TO DO:
Copy the listing exactly as given. Omit every picture.

————

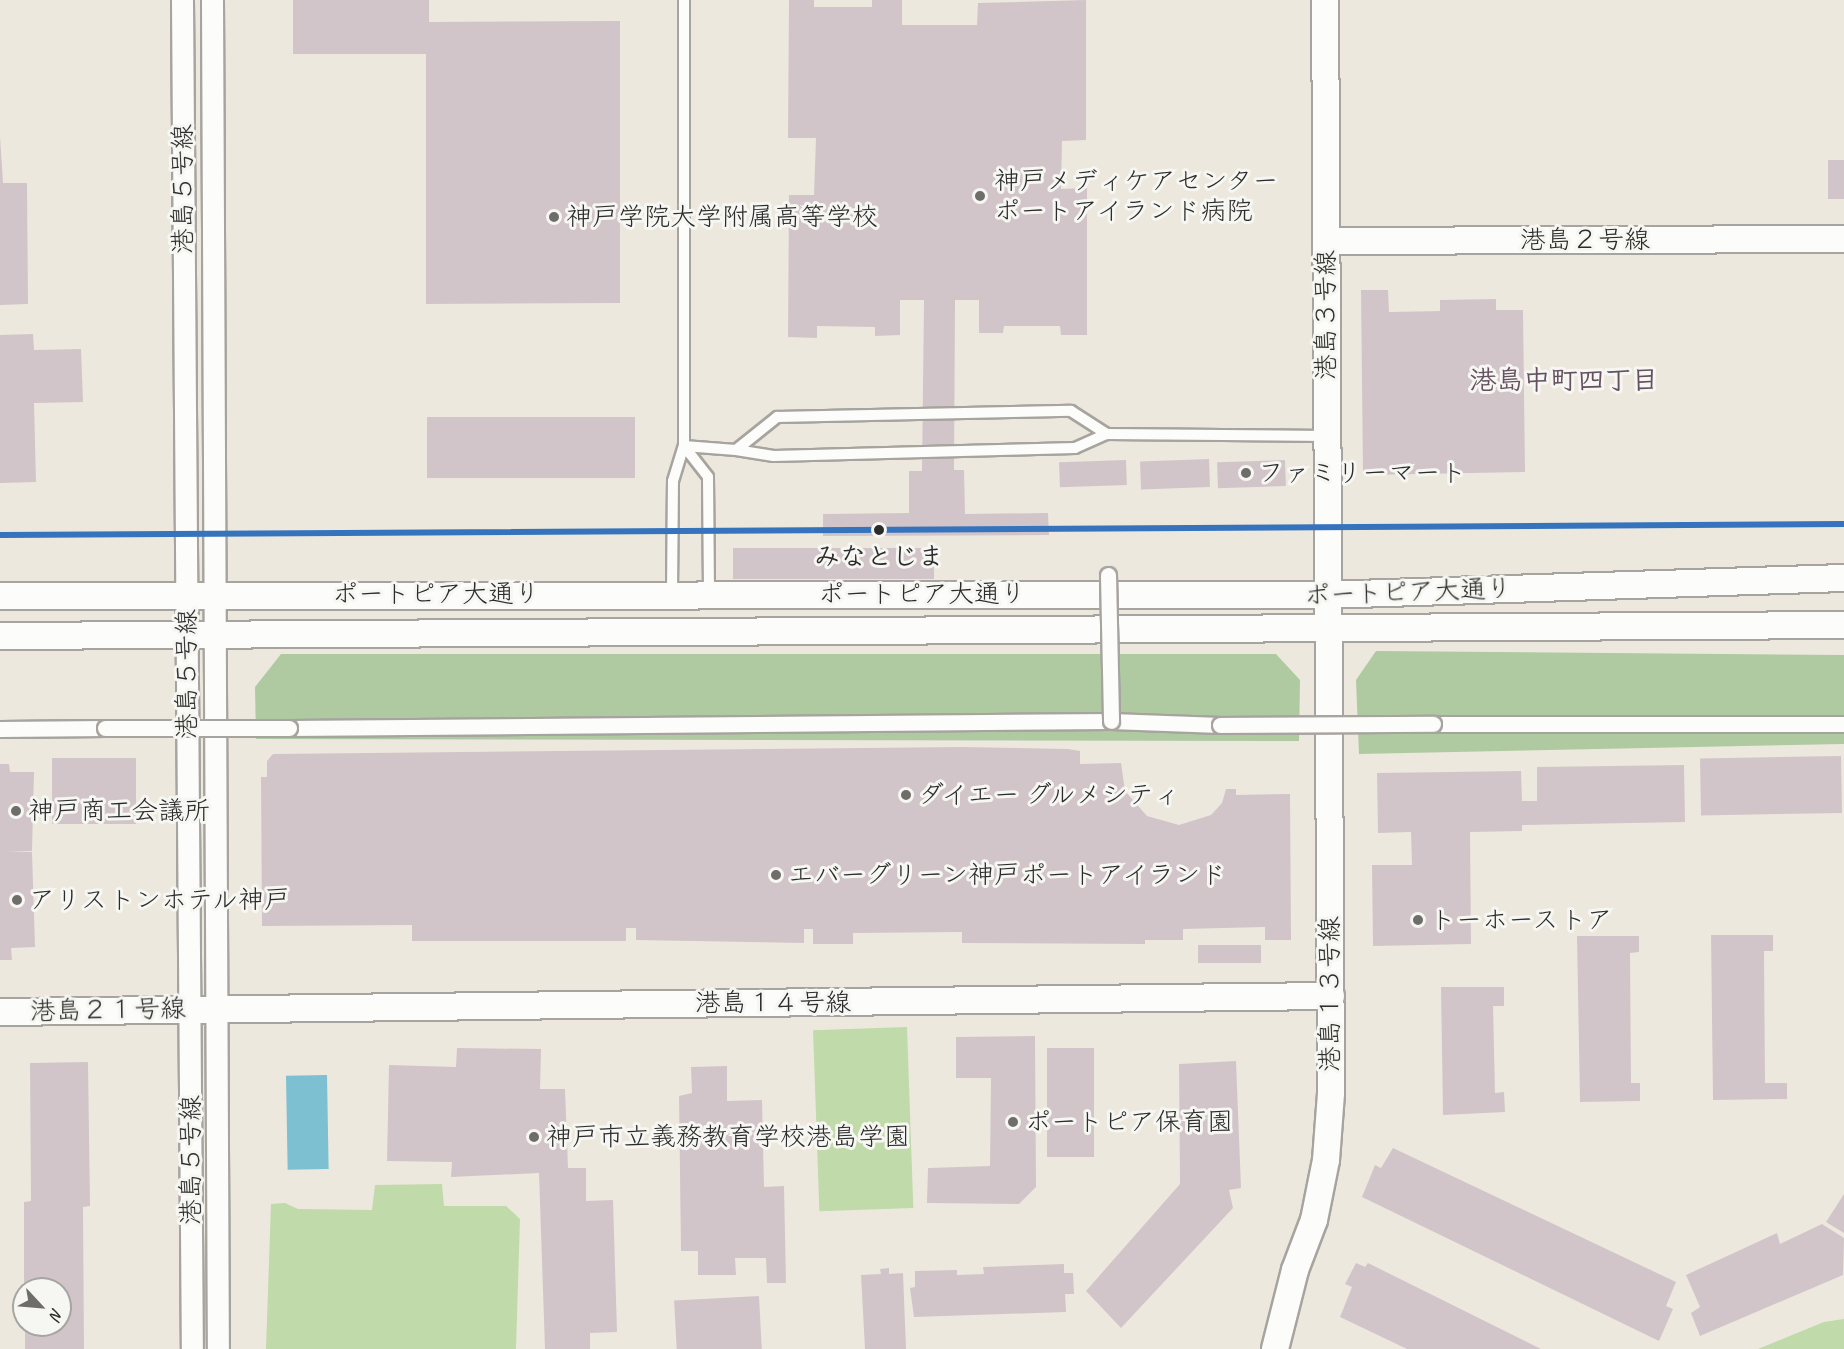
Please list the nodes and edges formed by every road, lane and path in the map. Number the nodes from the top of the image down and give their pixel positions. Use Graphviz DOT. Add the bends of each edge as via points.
graph roads {
  1 [pos="182,0"];
  2 [pos="212,0"];
  3 [pos="684,0"];
  4 [pos="1324,0"];
  5 [pos="1844,239"];
  6 [pos="1326,241"];
  7 [pos="1107,434"];
  8 [pos="1326,436"];
  9 [pos="684,446"];
  10 [pos="736,450"];
  11 [pos="1108,575"];
  12 [pos="1844,578"];
  13 [pos="672,593"];
  14 [pos="709,594"];
  15 [pos="186,595"];
  16 [pos="213,595"];
  17 [pos="1326,595"];
  18 [pos="0,596"];
  19 [pos="1844,625"];
  20 [pos="1326,631"];
  21 [pos="0,636"];
  22 [pos="187,637"];
  23 [pos="214,637"];
  24 [pos="1111,721"];
  25 [pos="1844,724"];
  26 [pos="0,729"];
  27 [pos="1331,996"];
  28 [pos="216,1007"];
  29 [pos="189,1008"];
  30 [pos="0,1012"];
  31 [pos="192,1349"];
  32 [pos="218,1349"];
  33 [pos="1275,1349"];
  1 -- 15 [label="street, 港島５号線"];
  2 -- 16 [label="street, 港島５号線"];
  3 -- 9 [label="lane"];
  4 -- 6 [label="street, 港島３号線"];
  5 -- 6 [label="street, 港島２号線"];
  6 -- 8 [label="street, 港島３号線"];
  7 -- 8 [label="lane"];
  7 -- 10 [label="lane" via="1074,448 774,456"];
  7 -- 10 [label="lane" via="1071,411 777,417"];
  8 -- 17 [label="street, 港島３号線"];
  9 -- 10 [label="lane"];
  9 -- 13 [label="lane" via="673,481"];
  9 -- 14 [label="lane" via="708,477"];
  11 -- 24 [label="street, bridge"];
  12 -- 17 [label="street, ポートピア大通り"];
  13 -- 14 [label="street, ポートピア大通り"];
  13 -- 16 [label="street, ポートピア大通り"];
  14 -- 17 [label="street, ポートピア大通り"];
  15 -- 16 [label="street, ポートピア大通り"];
  15 -- 18 [label="street, ポートピア大通り"];
  15 -- 22 [label="street, 港島５号線"];
  16 -- 23 [label="street, 港島５号線"];
  17 -- 20 [label="street, 港島３号線"];
  19 -- 20 [label="street, ポートピア大通り"];
  20 -- 23 [label="street, ポートピア大通り"];
  20 -- 27 [label="street, 港島１３号線"];
  21 -- 22 [label="street, ポートピア大通り"];
  22 -- 23 [label="street, ポートピア大通り"];
  22 -- 29 [label="street, 港島５号線"];
  23 -- 28 [label="street, 港島５号線"];
  24 -- 25 [label="street, bridge" via="1220,725"];
  24 -- 26 [label="street, bridge"];
  27 -- 28 [label="street, 港島１４号線"];
  27 -- 33 [label="street, 港島１３号線" via="1326,1160 1314,1220 1295,1270"];
  28 -- 29 [label="street, 港島２１号線"];
  28 -- 32 [label="street, 港島５号線"];
  29 -- 30 [label="street, 港島２１号線"];
  29 -- 31 [label="street, 港島５号線"];
}
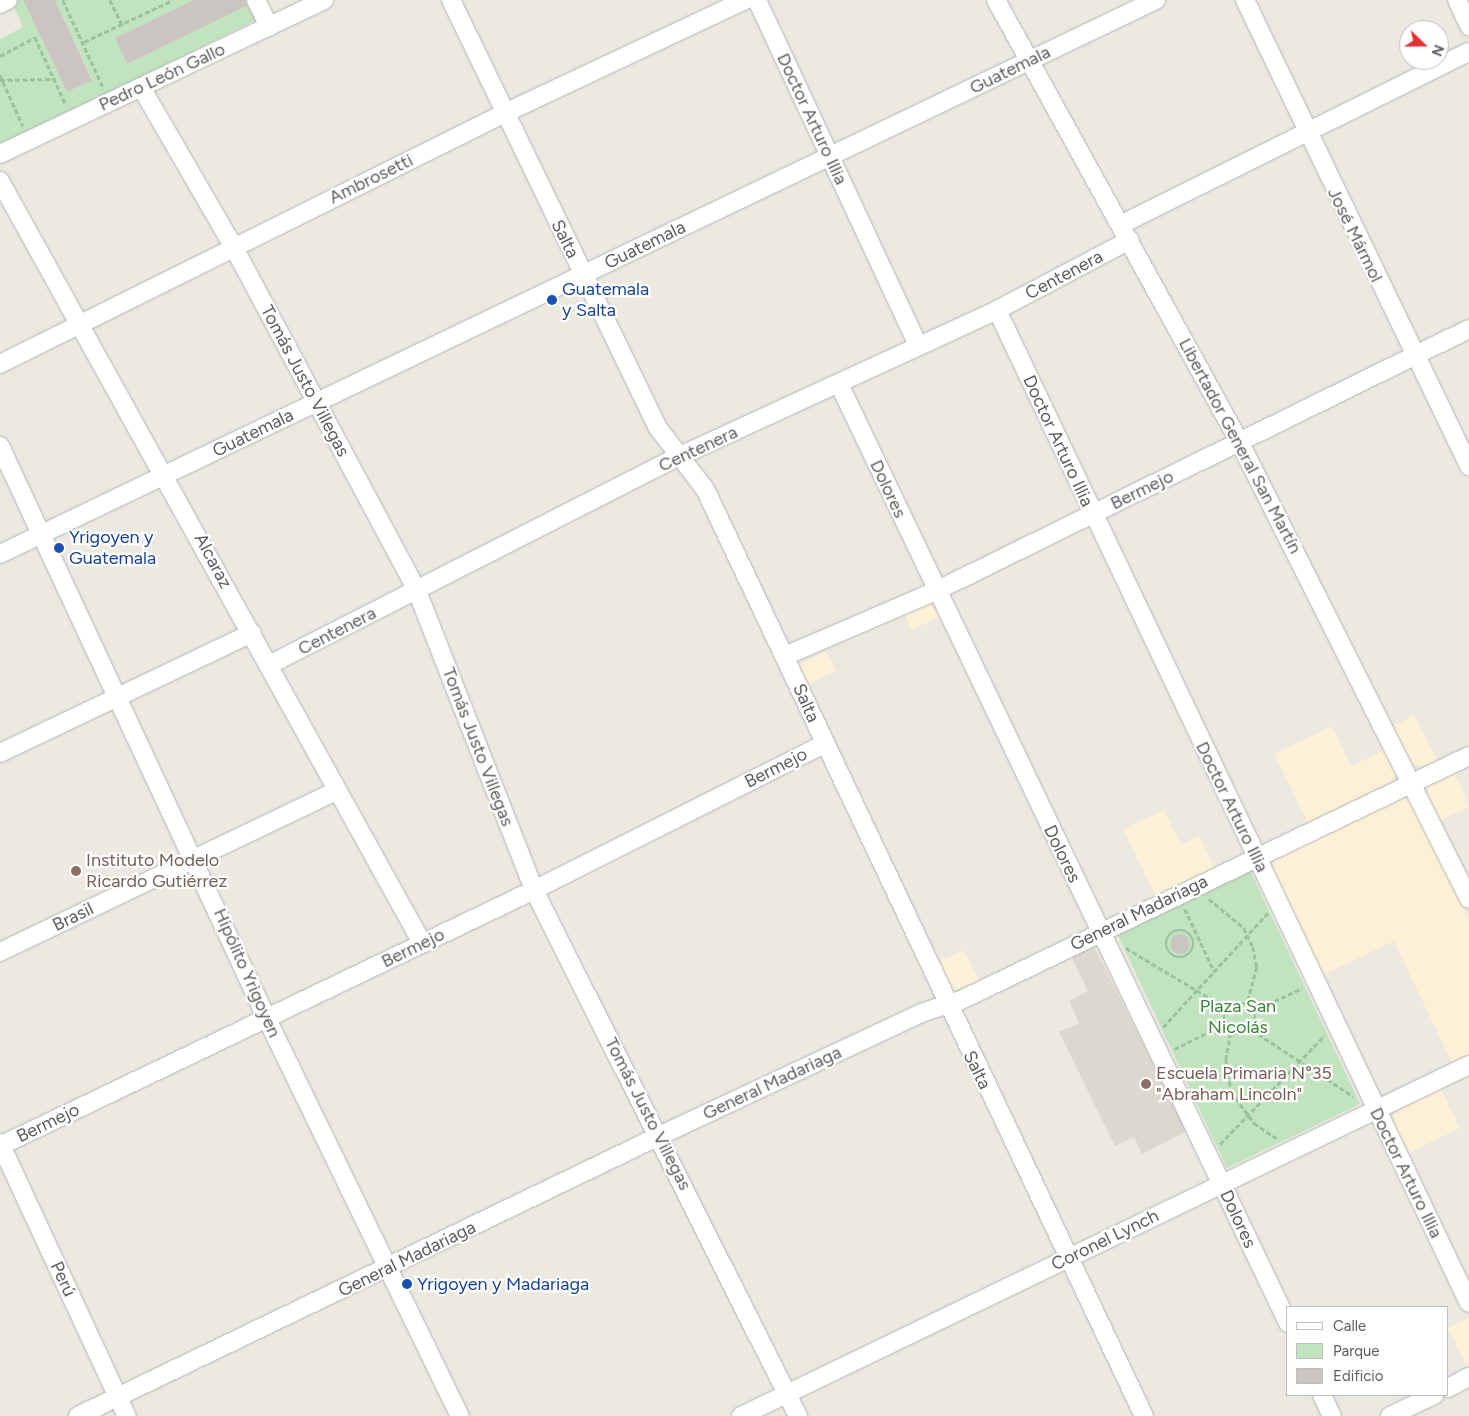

————

ANSWER FOR THIS EXERCISE:
Please list the nodes and edges formed by every road, lane and path in the map. Number the nodes from the top of the image down and give their pixel positions. Use Graphviz DOT. Add the bends of each edge as via points.
graph roads {
  1 [pos="182,0"];
  2 [pos="212,0"];
  3 [pos="684,0"];
  4 [pos="1324,0"];
  5 [pos="1844,239"];
  6 [pos="1326,241"];
  7 [pos="1107,434"];
  8 [pos="1326,436"];
  9 [pos="684,446"];
  10 [pos="736,450"];
  11 [pos="1108,575"];
  12 [pos="1844,578"];
  13 [pos="672,593"];
  14 [pos="709,594"];
  15 [pos="186,595"];
  16 [pos="213,595"];
  17 [pos="1326,595"];
  18 [pos="0,596"];
  19 [pos="1844,625"];
  20 [pos="1326,631"];
  21 [pos="0,636"];
  22 [pos="187,637"];
  23 [pos="214,637"];
  24 [pos="1111,721"];
  25 [pos="1844,724"];
  26 [pos="0,729"];
  27 [pos="1331,996"];
  28 [pos="216,1007"];
  29 [pos="189,1008"];
  30 [pos="0,1012"];
  31 [pos="192,1349"];
  32 [pos="218,1349"];
  33 [pos="1275,1349"];
  1 -- 15 [label="street, 港島５号線"];
  2 -- 16 [label="street, 港島５号線"];
  3 -- 9 [label="lane"];
  4 -- 6 [label="street, 港島３号線"];
  5 -- 6 [label="street, 港島２号線"];
  6 -- 8 [label="street, 港島３号線"];
  7 -- 8 [label="lane"];
  7 -- 10 [label="lane" via="1074,448 774,456"];
  7 -- 10 [label="lane" via="1071,411 777,417"];
  8 -- 17 [label="street, 港島３号線"];
  9 -- 10 [label="lane"];
  9 -- 13 [label="lane" via="673,481"];
  9 -- 14 [label="lane" via="708,477"];
  11 -- 24 [label="street, bridge"];
  12 -- 17 [label="street, ポートピア大通り"];
  13 -- 14 [label="street, ポートピア大通り"];
  13 -- 16 [label="street, ポートピア大通り"];
  14 -- 17 [label="street, ポートピア大通り"];
  15 -- 16 [label="street, ポートピア大通り"];
  15 -- 18 [label="street, ポートピア大通り"];
  15 -- 22 [label="street, 港島５号線"];
  16 -- 23 [label="street, 港島５号線"];
  17 -- 20 [label="street, 港島３号線"];
  19 -- 20 [label="street, ポートピア大通り"];
  20 -- 23 [label="street, ポートピア大通り"];
  20 -- 27 [label="street, 港島１３号線"];
  21 -- 22 [label="street, ポートピア大通り"];
  22 -- 23 [label="street, ポートピア大通り"];
  22 -- 29 [label="street, 港島５号線"];
  23 -- 28 [label="street, 港島５号線"];
  24 -- 25 [label="street, bridge" via="1220,725"];
  24 -- 26 [label="street, bridge"];
  27 -- 28 [label="street, 港島１４号線"];
  27 -- 33 [label="street, 港島１３号線" via="1326,1160 1314,1220 1295,1270"];
  28 -- 29 [label="street, 港島２１号線"];
  28 -- 32 [label="street, 港島５号線"];
  29 -- 30 [label="street, 港島２１号線"];
  29 -- 31 [label="street, 港島５号線"];
}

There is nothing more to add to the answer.